--- Provided records ---
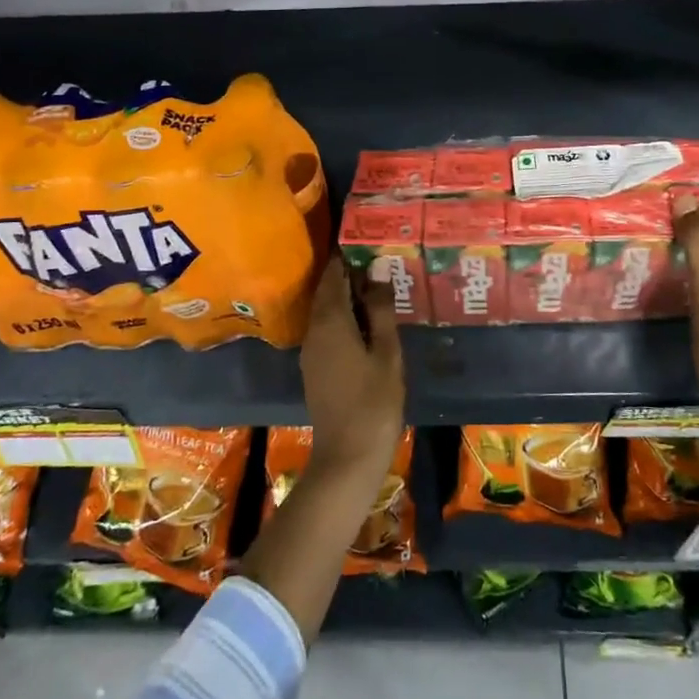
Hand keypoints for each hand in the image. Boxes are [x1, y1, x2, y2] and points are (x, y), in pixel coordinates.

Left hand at [299, 255, 404, 472]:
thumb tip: (377, 272)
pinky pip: (326, 330)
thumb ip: (380, 311)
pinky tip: (365, 324)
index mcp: (330, 321)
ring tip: (376, 289)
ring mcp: (311, 351)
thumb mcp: (386, 353)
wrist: (347, 457)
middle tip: (376, 262)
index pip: (333, 276)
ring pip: (325, 312)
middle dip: (346, 275)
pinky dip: (342, 318)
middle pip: (326, 292)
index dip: (346, 256)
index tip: (364, 241)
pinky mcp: (314, 368)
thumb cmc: (374, 402)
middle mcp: (313, 331)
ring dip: (345, 297)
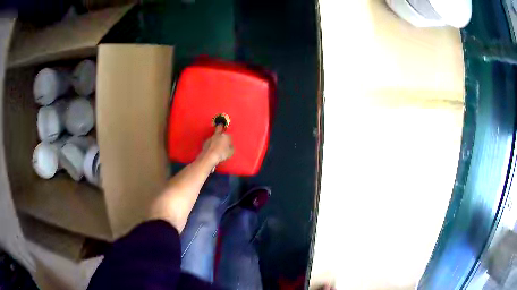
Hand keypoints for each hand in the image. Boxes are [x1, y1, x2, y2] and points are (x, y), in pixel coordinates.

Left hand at [199, 125, 233, 166]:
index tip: (230, 141)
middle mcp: (217, 135)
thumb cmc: (220, 154)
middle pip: (219, 128)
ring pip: (214, 135)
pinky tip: (212, 147)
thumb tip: (230, 147)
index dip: (229, 138)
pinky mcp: (205, 142)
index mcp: (225, 135)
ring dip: (215, 137)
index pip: (229, 134)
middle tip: (221, 127)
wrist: (209, 157)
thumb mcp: (230, 152)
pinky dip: (211, 143)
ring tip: (217, 143)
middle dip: (221, 127)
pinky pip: (209, 141)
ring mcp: (211, 138)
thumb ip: (231, 147)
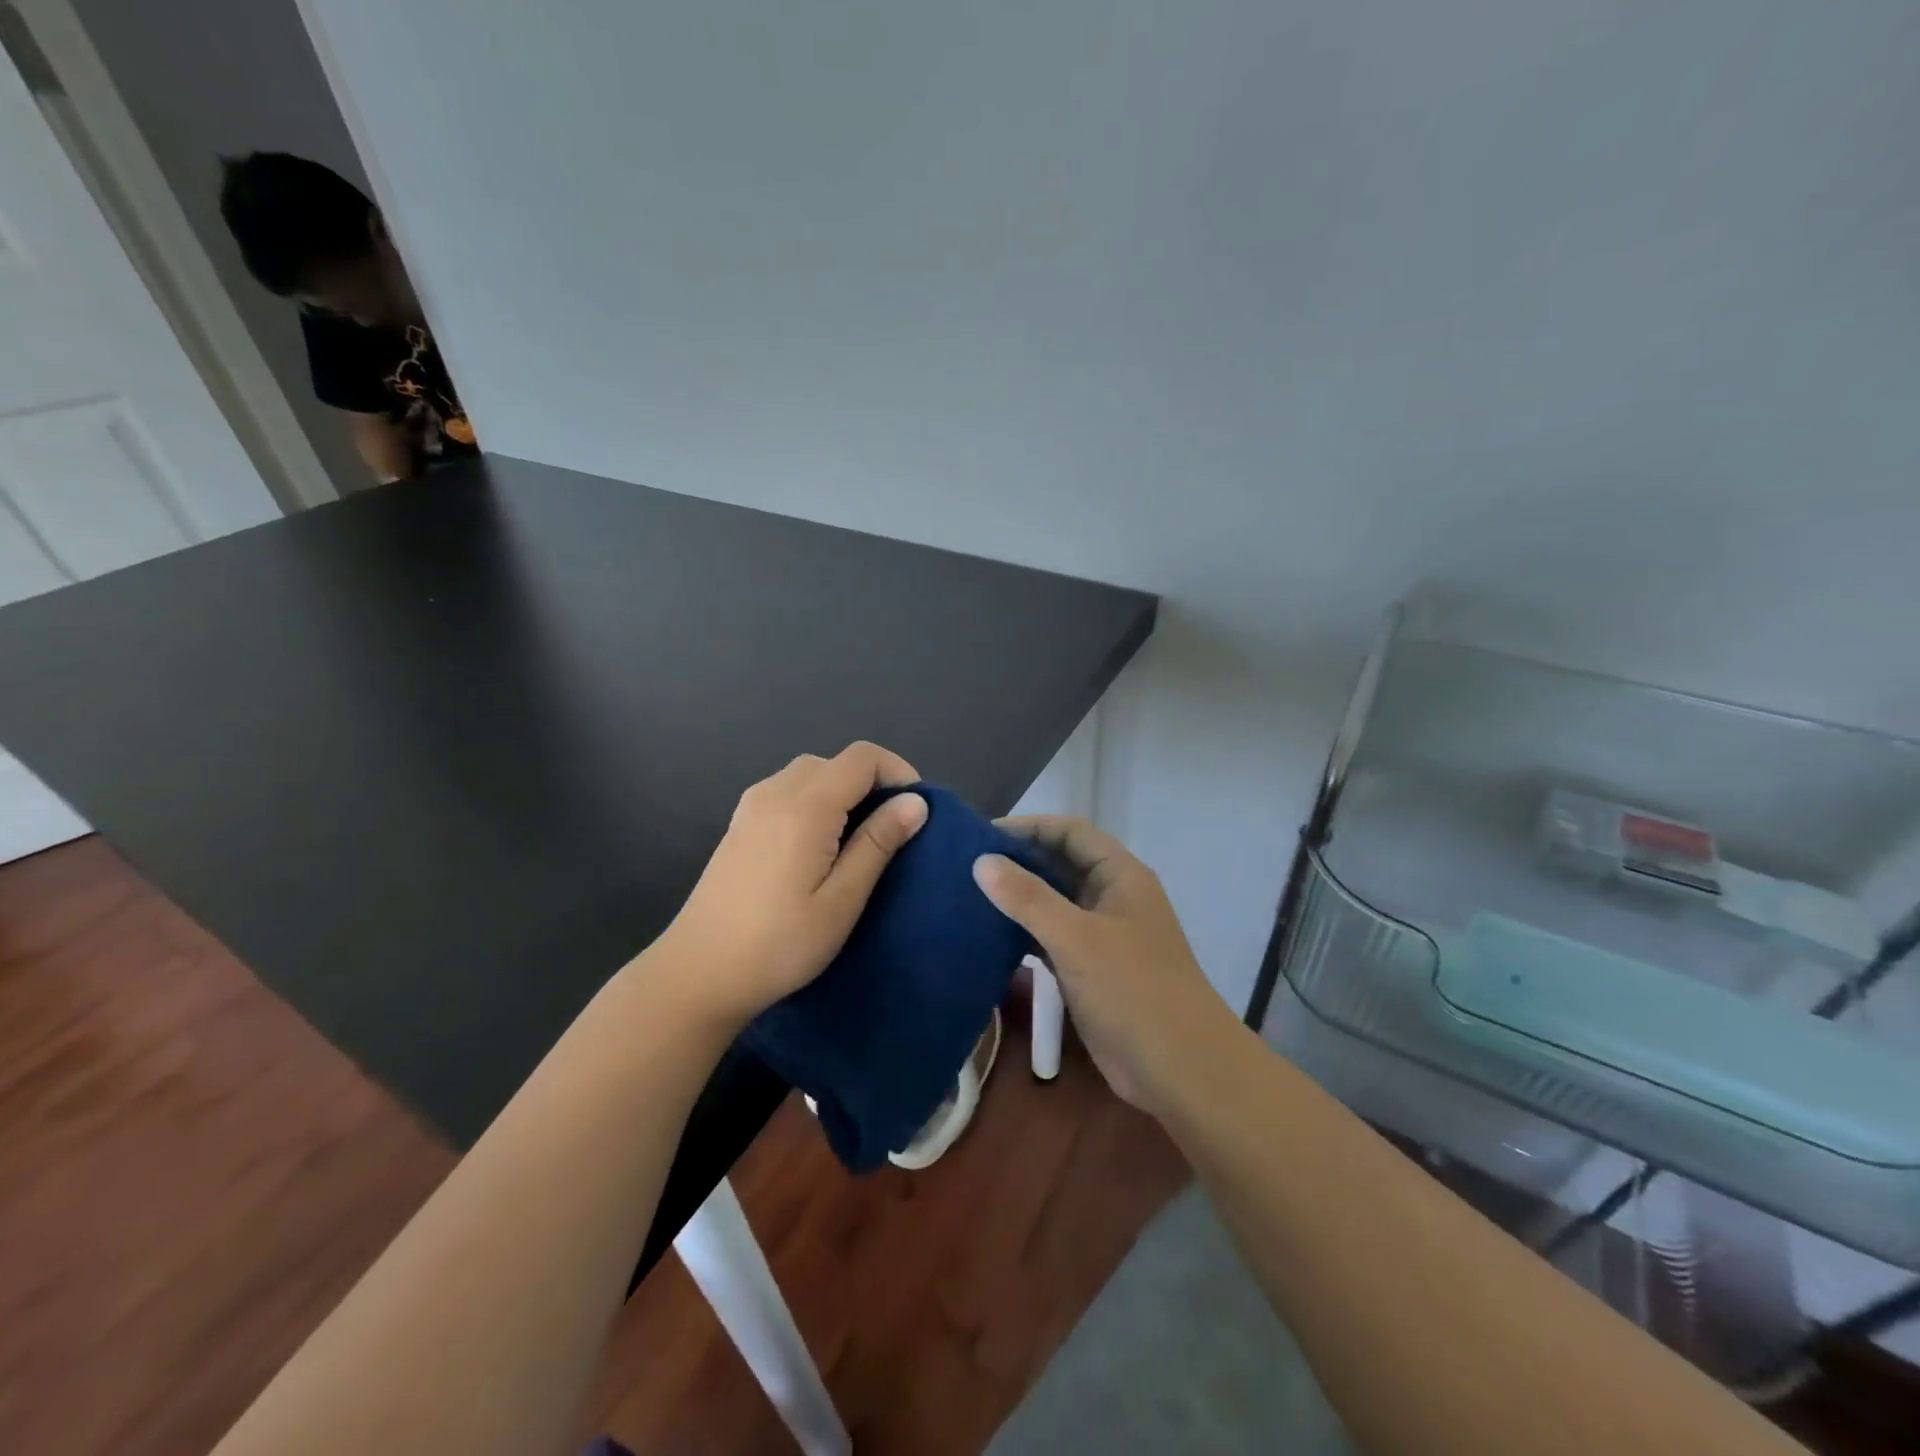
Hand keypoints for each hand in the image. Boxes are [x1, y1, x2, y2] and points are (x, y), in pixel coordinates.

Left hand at [658, 742, 927, 1025]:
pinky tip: (817, 846)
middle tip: (890, 832)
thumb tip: (915, 802)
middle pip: (836, 762)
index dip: (898, 772)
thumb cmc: (779, 944)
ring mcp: (751, 806)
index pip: (862, 758)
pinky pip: (787, 791)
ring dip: (843, 792)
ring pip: (810, 774)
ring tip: (857, 841)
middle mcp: (775, 792)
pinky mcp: (740, 824)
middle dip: (872, 784)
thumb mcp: (841, 900)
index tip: (914, 812)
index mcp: (805, 806)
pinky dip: (815, 801)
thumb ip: (878, 843)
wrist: (698, 974)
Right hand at [972, 817, 1234, 1114]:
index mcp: (1120, 876)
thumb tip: (982, 861)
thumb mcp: (1078, 939)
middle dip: (1018, 862)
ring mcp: (1101, 935)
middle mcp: (1111, 897)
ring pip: (1053, 903)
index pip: (1070, 832)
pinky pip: (1050, 938)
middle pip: (1060, 864)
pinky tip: (987, 937)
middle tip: (965, 867)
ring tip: (968, 897)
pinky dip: (1023, 934)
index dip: (1029, 827)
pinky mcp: (1090, 969)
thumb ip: (1029, 898)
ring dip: (1017, 899)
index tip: (981, 836)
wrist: (1180, 1071)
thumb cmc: (1134, 991)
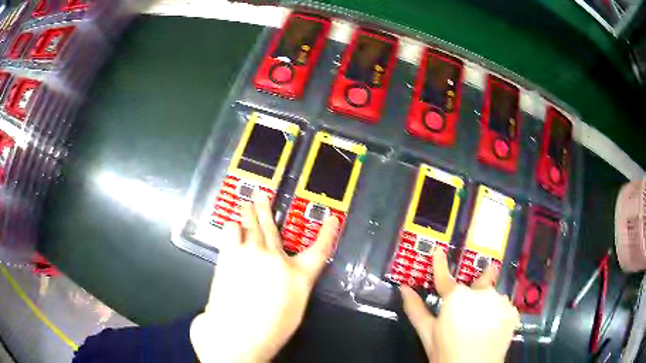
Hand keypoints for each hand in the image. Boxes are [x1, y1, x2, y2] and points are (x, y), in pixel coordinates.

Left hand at [190, 195, 339, 361]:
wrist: (238, 335)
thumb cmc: (270, 330)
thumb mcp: (293, 309)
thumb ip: (292, 286)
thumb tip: (284, 275)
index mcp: (298, 276)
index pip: (319, 250)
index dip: (328, 234)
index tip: (332, 219)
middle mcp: (276, 259)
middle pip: (272, 227)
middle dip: (266, 209)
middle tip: (262, 196)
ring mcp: (251, 253)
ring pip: (250, 223)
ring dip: (247, 213)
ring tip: (245, 206)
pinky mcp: (230, 254)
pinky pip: (230, 230)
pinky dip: (232, 227)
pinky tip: (231, 227)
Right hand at [400, 249, 519, 362]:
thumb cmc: (446, 354)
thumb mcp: (428, 334)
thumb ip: (416, 310)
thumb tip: (403, 288)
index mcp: (456, 298)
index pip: (445, 278)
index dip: (440, 264)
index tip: (439, 251)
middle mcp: (481, 293)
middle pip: (478, 283)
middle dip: (477, 287)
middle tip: (475, 304)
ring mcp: (500, 301)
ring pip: (492, 296)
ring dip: (487, 305)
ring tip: (482, 327)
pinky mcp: (512, 311)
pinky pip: (503, 306)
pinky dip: (498, 313)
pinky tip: (492, 329)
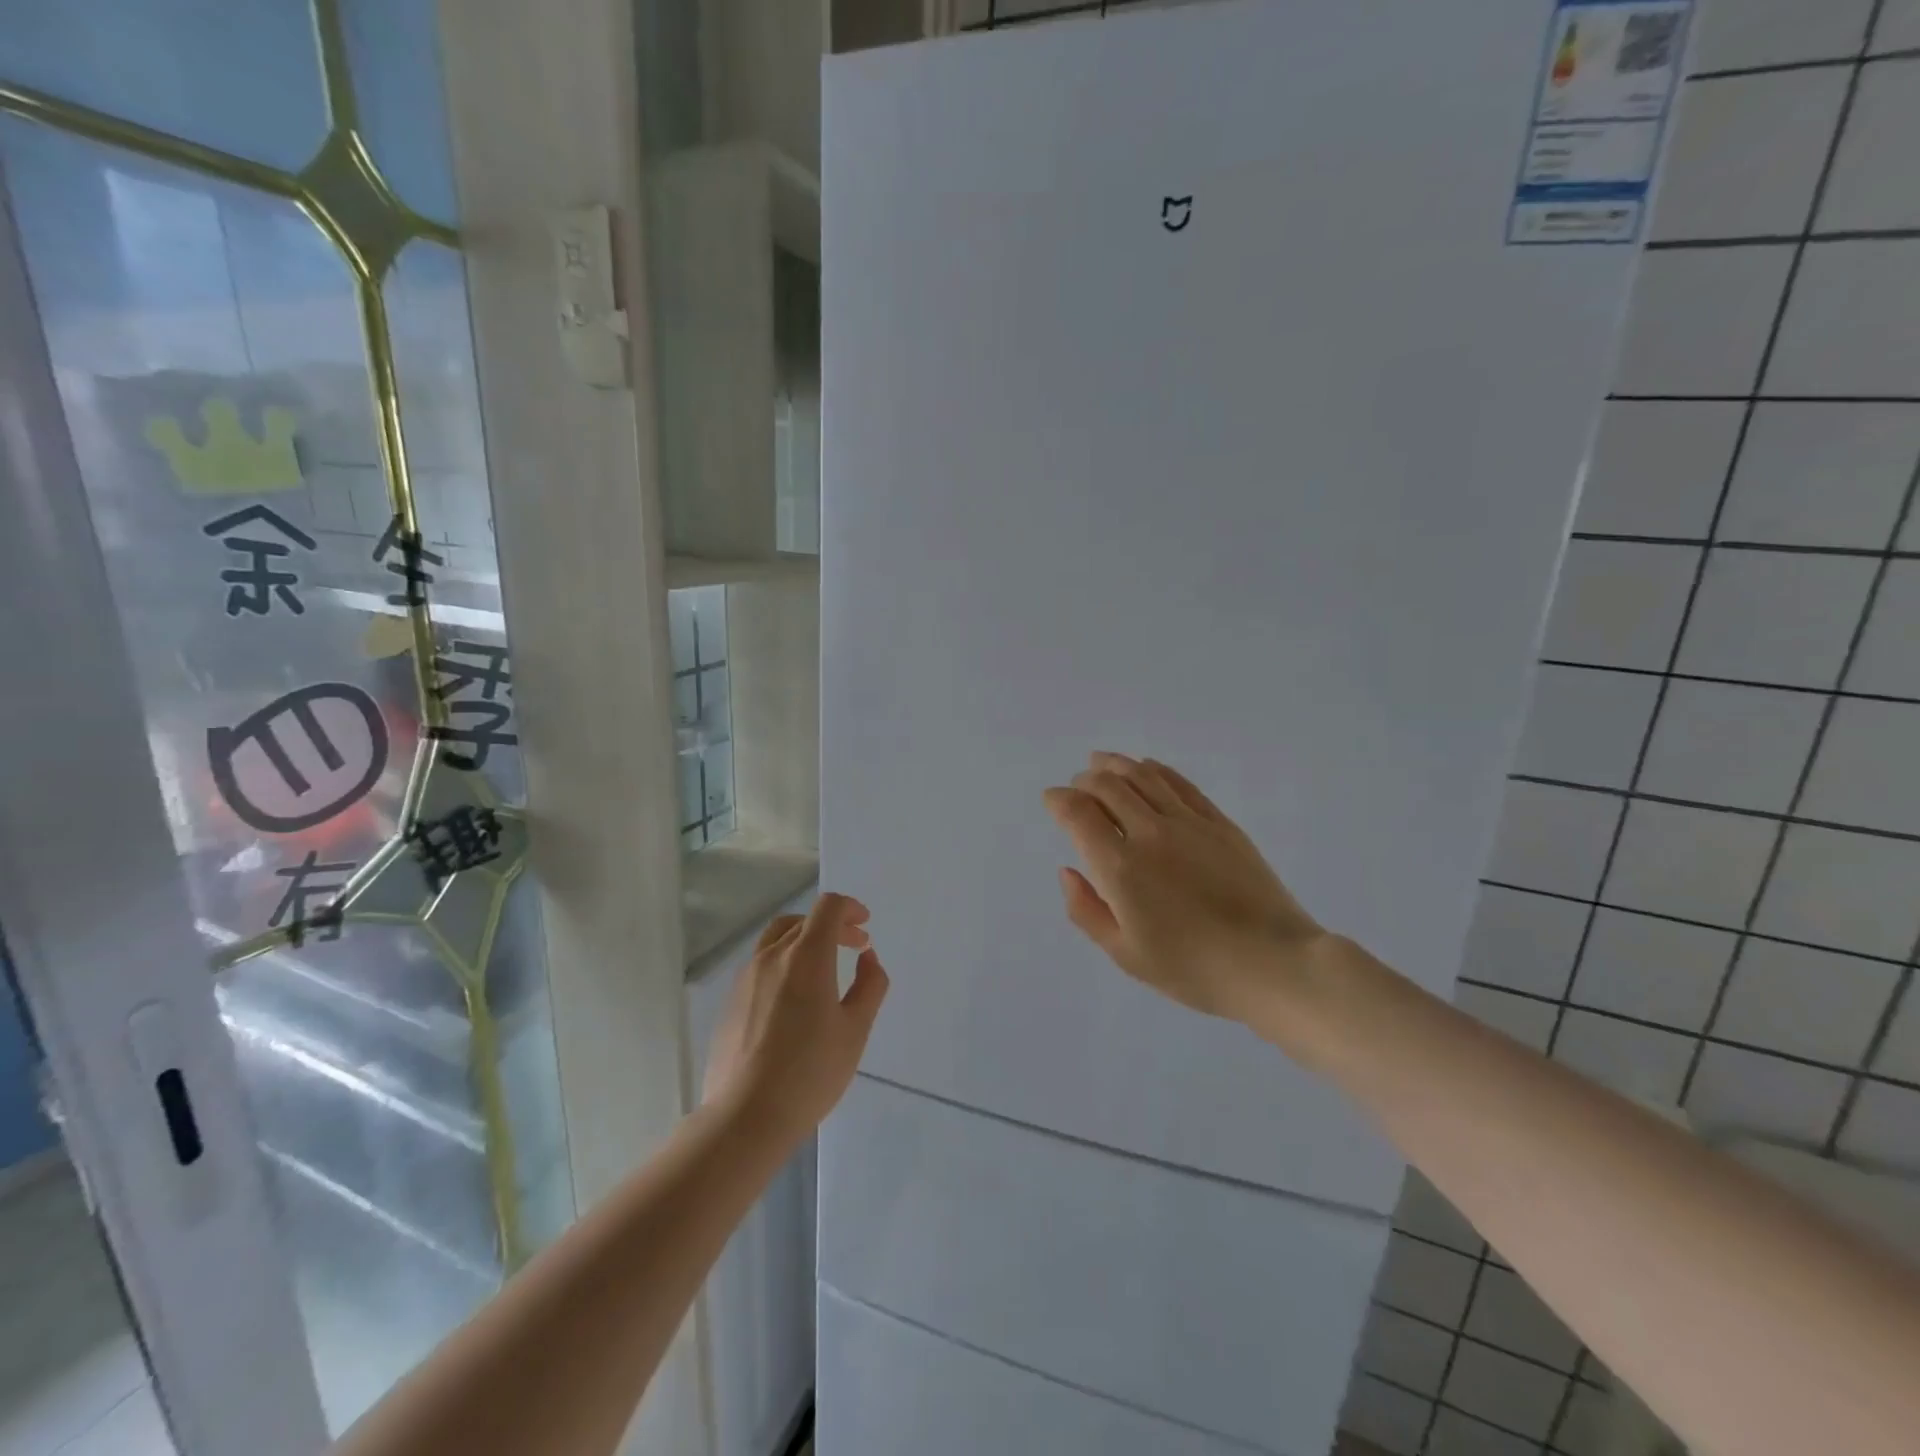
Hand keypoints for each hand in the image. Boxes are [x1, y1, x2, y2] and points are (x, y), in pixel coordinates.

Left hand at [702, 893, 889, 1147]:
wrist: (746, 1116)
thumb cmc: (810, 1072)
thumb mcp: (855, 1030)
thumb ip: (869, 985)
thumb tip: (867, 958)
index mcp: (806, 956)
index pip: (827, 908)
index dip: (850, 908)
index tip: (865, 926)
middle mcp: (772, 956)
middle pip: (803, 921)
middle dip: (833, 926)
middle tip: (855, 946)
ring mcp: (746, 978)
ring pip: (777, 939)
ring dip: (805, 940)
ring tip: (824, 967)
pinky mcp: (731, 1001)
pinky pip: (761, 965)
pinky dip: (785, 962)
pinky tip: (795, 997)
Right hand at [1044, 752, 1327, 1026]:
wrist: (1273, 962)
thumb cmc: (1193, 968)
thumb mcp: (1126, 955)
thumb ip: (1087, 910)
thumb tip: (1067, 871)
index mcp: (1121, 868)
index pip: (1078, 813)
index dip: (1058, 800)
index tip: (1051, 800)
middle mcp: (1150, 833)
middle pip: (1108, 785)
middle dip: (1084, 780)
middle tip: (1076, 786)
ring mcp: (1188, 823)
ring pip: (1142, 776)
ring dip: (1115, 764)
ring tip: (1101, 761)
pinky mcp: (1219, 823)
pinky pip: (1179, 783)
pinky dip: (1154, 770)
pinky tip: (1146, 768)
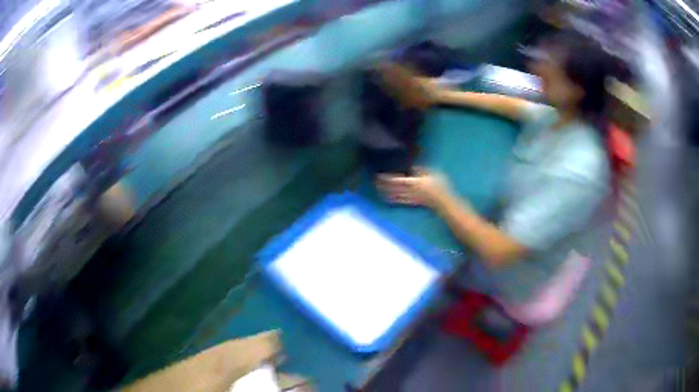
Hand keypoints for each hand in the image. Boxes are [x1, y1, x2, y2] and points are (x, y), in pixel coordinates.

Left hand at [376, 168, 450, 208]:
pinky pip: (400, 201)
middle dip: (383, 186)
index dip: (387, 179)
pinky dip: (393, 199)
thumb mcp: (432, 173)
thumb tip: (412, 167)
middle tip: (374, 183)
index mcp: (414, 183)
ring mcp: (411, 199)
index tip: (378, 176)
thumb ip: (421, 170)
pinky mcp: (413, 203)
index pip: (396, 180)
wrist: (444, 203)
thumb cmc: (440, 186)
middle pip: (393, 189)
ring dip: (386, 193)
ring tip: (378, 190)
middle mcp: (410, 191)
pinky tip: (388, 199)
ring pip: (395, 196)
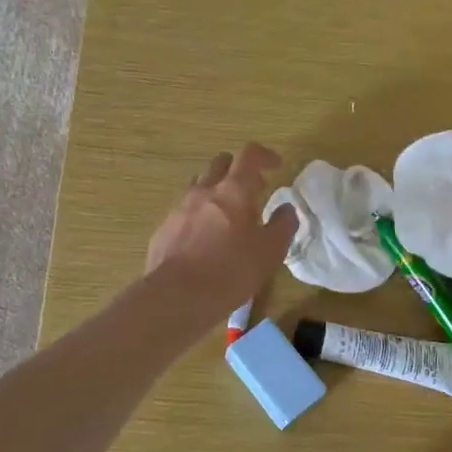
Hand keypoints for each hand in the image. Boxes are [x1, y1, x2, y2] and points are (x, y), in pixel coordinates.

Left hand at [146, 144, 297, 325]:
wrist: (177, 296)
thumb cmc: (231, 271)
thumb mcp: (270, 252)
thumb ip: (282, 225)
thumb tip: (286, 209)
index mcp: (233, 190)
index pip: (249, 155)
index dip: (265, 156)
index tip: (276, 166)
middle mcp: (204, 191)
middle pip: (221, 164)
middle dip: (238, 170)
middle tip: (252, 190)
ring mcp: (179, 208)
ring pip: (199, 185)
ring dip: (216, 191)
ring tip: (227, 215)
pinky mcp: (164, 228)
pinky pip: (184, 211)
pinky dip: (198, 215)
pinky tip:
---
* [Task instructions]: Give back exactly the lines from the top of the records to the line containing "middle tip: (221, 127)", both included, and no pictures.

* [Exercise solution]:
Hand keypoints for each hand in the image. Boxes are [x1, y1, x2, y2] and points are (x, y), in pixel coordinates.

Left hand at [299, 255, 404, 472]:
thumb tip: (377, 272)
pinky pip: (326, 330)
thumb ip: (380, 311)
pinky tip: (365, 324)
index mcp: (330, 321)
ring tip: (376, 289)
ring mcp: (311, 351)
thumb mcp: (386, 353)
wrist: (347, 457)
middle tip: (376, 262)
index pip: (333, 276)
ring pip: (325, 312)
middle dip: (346, 275)
pinky dip: (342, 318)
middle pip: (326, 292)
index dip: (346, 256)
index tip: (364, 241)
pinky mcp: (314, 368)
thumb cmc: (374, 402)
middle mcp: (313, 331)
ring dip: (345, 297)
Hand keypoints for each hand in the image. Boxes are [x1, y1, x2, y2] and points are (x, y), in pixel coordinates.

Left hand at [199, 125, 233, 166]:
index tip: (230, 141)
middle mcp: (217, 135)
thumb cmc: (220, 154)
middle pip: (219, 128)
ring pip: (214, 135)
pinky tip: (212, 147)
thumb tip: (230, 147)
index dip: (229, 138)
pinky mcp: (205, 142)
index mcp: (225, 135)
ring dip: (215, 137)
index pip: (229, 134)
middle tip: (221, 127)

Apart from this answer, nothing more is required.